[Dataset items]
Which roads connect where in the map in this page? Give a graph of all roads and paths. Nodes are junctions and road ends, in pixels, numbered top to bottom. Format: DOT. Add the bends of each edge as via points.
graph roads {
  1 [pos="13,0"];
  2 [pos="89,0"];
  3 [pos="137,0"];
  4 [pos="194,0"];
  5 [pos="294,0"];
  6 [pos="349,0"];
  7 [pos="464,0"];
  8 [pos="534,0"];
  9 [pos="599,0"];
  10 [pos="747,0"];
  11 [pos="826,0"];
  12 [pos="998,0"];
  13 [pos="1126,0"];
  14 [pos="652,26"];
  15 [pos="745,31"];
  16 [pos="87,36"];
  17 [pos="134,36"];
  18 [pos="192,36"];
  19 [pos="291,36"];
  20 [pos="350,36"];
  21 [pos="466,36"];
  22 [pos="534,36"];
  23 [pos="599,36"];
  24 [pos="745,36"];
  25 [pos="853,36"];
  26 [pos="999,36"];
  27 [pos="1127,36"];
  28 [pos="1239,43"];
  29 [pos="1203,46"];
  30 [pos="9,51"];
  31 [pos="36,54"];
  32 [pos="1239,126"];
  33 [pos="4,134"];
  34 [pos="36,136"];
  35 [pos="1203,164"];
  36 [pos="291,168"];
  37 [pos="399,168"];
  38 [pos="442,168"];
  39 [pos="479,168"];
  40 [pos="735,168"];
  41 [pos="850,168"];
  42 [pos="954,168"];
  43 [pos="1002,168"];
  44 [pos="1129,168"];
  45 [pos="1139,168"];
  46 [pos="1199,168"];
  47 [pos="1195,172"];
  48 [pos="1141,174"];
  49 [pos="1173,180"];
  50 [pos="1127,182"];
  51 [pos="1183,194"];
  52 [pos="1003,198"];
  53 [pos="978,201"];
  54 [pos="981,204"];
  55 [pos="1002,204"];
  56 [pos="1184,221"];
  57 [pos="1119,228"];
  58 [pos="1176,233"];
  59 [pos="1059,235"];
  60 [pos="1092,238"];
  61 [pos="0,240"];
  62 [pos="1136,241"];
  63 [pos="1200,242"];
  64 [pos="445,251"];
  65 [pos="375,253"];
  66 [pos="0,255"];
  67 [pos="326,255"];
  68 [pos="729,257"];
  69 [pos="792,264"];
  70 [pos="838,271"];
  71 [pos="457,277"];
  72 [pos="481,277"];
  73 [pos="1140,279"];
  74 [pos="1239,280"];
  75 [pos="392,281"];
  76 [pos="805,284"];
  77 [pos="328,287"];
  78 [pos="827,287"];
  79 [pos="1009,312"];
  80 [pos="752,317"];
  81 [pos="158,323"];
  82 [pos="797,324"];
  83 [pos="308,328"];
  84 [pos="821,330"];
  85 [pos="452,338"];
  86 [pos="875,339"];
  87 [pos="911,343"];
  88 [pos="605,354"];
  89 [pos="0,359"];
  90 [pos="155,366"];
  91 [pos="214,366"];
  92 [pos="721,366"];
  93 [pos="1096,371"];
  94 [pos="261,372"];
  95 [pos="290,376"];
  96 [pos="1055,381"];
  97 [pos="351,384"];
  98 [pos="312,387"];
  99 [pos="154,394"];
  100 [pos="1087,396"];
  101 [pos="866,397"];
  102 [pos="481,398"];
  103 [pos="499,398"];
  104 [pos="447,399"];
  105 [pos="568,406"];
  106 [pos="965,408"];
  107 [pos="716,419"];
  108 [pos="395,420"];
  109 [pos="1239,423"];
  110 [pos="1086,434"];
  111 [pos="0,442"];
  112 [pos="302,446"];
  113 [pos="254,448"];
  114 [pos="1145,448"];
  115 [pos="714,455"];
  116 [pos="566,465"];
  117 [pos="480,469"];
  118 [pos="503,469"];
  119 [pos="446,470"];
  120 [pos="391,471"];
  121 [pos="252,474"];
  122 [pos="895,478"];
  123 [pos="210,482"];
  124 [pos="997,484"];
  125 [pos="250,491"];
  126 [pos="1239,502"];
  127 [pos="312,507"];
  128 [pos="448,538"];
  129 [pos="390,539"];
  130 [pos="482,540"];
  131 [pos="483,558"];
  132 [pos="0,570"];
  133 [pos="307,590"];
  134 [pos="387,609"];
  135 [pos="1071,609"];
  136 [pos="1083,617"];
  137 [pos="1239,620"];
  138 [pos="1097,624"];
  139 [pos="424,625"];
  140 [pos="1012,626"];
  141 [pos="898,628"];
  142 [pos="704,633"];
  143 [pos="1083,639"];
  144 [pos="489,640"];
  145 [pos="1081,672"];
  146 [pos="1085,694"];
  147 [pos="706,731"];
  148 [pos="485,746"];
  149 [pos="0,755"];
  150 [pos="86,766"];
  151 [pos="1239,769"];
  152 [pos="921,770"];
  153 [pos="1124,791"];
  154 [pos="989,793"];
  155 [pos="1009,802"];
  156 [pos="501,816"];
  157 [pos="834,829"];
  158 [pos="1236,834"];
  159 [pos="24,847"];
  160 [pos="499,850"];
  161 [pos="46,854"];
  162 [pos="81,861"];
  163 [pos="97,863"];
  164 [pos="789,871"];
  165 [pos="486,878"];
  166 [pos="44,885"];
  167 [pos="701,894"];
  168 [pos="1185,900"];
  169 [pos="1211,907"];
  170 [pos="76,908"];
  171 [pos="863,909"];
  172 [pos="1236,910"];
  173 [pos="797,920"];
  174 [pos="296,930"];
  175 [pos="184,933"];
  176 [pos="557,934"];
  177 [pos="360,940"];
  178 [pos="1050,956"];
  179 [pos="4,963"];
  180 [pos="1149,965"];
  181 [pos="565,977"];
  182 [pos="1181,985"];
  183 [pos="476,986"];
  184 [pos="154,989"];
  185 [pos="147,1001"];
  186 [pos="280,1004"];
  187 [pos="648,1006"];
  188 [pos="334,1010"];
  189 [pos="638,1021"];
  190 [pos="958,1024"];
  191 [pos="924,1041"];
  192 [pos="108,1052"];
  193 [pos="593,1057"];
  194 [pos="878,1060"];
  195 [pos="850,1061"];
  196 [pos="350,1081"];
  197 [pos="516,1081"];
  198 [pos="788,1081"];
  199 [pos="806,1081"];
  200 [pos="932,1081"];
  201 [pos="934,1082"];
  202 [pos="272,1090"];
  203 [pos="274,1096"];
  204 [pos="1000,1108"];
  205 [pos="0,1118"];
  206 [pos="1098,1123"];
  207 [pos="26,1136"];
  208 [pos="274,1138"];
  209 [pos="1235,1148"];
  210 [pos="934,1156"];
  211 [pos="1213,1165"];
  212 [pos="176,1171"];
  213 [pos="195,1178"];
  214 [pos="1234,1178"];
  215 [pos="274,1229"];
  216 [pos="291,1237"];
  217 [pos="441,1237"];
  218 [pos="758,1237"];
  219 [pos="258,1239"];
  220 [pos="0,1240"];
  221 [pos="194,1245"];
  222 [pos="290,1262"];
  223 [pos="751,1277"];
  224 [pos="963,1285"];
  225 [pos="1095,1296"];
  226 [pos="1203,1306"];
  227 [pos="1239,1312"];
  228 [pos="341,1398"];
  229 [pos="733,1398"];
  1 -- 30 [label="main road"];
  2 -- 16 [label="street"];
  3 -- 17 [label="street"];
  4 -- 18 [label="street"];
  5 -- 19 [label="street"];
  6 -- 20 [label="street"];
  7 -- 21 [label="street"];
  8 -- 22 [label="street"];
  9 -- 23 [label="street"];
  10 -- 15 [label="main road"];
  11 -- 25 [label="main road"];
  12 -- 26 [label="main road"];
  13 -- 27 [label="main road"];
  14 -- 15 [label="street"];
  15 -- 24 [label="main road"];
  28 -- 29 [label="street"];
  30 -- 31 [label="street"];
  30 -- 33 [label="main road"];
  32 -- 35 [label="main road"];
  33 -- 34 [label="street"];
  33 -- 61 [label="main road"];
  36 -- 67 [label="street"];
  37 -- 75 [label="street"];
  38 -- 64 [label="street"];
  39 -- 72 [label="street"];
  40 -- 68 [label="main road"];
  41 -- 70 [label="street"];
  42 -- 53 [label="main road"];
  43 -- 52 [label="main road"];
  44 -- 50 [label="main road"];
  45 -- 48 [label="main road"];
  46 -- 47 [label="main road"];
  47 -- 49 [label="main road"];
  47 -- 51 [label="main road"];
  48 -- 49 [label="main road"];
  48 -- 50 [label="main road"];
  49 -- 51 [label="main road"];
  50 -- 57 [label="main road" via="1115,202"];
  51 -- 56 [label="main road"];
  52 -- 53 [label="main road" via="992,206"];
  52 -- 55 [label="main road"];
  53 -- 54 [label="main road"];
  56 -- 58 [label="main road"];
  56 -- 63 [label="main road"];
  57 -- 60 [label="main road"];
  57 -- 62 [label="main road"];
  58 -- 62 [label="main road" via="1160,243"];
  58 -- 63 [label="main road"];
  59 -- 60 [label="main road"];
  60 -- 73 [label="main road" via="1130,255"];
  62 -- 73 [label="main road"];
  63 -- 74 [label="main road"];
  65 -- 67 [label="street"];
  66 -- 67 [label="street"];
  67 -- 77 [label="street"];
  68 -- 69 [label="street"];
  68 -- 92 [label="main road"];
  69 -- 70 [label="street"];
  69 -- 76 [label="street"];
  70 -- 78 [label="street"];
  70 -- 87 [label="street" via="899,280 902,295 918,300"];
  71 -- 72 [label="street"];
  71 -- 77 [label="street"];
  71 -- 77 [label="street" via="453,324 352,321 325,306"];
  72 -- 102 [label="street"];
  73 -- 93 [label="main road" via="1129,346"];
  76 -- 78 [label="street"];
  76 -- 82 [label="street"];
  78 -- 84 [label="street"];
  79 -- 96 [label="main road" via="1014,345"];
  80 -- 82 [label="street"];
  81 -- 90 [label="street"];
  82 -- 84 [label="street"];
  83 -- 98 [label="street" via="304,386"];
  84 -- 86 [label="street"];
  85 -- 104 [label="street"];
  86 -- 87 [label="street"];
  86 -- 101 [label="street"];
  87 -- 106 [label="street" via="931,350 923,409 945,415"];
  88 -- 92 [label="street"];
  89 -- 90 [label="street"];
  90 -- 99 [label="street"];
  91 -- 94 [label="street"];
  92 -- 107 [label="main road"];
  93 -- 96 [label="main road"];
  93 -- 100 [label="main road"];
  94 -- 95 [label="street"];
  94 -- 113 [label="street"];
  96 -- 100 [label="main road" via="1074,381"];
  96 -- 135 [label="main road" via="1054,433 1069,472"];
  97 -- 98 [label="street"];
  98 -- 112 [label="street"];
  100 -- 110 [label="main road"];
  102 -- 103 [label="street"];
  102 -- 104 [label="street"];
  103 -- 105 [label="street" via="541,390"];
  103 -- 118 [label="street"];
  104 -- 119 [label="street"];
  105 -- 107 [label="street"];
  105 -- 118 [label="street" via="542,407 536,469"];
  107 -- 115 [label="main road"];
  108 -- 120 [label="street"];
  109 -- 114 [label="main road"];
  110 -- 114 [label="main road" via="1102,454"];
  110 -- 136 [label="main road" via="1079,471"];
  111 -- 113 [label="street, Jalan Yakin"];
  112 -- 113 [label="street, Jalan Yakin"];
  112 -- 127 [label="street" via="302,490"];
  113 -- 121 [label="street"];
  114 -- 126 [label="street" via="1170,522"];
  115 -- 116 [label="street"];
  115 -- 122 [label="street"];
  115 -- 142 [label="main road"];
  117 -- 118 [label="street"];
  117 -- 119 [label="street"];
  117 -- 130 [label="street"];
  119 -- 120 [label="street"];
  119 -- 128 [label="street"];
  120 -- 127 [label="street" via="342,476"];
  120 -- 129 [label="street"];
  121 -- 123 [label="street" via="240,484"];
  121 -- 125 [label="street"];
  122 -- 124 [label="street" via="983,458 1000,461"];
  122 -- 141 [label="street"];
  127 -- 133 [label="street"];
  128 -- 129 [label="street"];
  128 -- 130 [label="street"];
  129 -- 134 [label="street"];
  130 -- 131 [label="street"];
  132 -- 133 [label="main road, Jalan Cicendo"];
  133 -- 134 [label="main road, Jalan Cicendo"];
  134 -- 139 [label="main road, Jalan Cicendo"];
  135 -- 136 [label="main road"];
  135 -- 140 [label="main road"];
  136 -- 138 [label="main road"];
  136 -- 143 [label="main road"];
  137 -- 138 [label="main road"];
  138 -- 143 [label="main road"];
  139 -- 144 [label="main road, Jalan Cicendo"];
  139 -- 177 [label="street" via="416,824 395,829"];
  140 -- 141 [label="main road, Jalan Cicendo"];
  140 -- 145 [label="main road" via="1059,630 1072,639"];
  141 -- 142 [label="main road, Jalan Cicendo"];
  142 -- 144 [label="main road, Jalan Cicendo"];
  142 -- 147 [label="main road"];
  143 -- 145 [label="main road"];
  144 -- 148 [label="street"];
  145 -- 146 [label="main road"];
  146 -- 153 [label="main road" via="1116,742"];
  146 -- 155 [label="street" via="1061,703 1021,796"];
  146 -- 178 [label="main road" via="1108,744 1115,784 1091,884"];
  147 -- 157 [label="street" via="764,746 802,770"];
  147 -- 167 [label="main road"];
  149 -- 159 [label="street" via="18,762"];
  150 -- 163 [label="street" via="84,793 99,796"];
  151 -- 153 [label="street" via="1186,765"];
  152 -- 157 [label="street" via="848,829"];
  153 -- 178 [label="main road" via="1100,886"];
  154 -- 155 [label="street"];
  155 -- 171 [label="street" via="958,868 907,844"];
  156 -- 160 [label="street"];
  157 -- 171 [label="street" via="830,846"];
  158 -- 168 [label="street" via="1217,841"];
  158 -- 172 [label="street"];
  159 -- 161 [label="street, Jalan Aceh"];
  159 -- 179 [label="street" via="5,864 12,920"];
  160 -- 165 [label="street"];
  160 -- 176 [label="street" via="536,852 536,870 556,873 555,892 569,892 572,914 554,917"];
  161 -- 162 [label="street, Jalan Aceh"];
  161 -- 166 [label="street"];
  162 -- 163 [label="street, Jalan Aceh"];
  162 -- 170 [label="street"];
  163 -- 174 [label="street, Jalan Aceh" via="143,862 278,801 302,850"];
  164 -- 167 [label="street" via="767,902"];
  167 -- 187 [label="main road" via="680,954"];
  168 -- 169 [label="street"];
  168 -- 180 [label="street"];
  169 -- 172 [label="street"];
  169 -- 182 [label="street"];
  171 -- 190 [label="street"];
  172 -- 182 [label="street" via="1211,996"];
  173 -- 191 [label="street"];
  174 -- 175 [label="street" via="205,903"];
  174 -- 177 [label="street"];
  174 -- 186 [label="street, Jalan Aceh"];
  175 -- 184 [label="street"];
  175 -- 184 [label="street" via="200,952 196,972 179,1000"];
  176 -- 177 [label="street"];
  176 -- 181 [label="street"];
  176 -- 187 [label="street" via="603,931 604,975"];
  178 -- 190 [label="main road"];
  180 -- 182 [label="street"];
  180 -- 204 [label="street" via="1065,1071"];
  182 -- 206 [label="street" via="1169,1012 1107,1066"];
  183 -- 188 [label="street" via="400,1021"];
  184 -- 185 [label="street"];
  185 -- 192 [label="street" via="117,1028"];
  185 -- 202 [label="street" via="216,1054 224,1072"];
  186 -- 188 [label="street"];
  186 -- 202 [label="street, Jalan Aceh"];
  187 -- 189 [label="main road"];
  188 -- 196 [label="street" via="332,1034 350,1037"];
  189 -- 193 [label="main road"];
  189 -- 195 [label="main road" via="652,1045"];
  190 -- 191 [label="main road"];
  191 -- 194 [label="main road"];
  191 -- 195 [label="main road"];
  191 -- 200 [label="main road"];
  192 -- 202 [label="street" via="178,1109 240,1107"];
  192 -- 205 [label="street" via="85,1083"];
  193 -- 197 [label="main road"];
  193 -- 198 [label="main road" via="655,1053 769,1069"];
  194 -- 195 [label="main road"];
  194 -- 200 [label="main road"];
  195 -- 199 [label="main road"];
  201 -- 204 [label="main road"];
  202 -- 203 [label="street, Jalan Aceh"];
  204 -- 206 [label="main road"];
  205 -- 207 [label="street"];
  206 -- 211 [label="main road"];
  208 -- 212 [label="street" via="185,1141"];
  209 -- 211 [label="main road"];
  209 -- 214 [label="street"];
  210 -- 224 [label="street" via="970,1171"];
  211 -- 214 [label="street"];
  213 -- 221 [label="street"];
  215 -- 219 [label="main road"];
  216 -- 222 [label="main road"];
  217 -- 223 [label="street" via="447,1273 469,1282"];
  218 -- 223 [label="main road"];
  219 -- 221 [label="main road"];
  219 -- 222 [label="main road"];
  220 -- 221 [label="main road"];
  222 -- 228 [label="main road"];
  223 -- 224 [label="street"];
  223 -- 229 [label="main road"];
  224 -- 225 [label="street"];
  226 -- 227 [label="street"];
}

**What is being asked:** Note each line above that holds "Aceh", then copy all of them.

**Solution to the problem:**
  159 -- 161 [label="street, Jalan Aceh"];
  161 -- 162 [label="street, Jalan Aceh"];
  162 -- 163 [label="street, Jalan Aceh"];
  163 -- 174 [label="street, Jalan Aceh" via="143,862 278,801 302,850"];
  174 -- 186 [label="street, Jalan Aceh"];
  186 -- 202 [label="street, Jalan Aceh"];
  202 -- 203 [label="street, Jalan Aceh"];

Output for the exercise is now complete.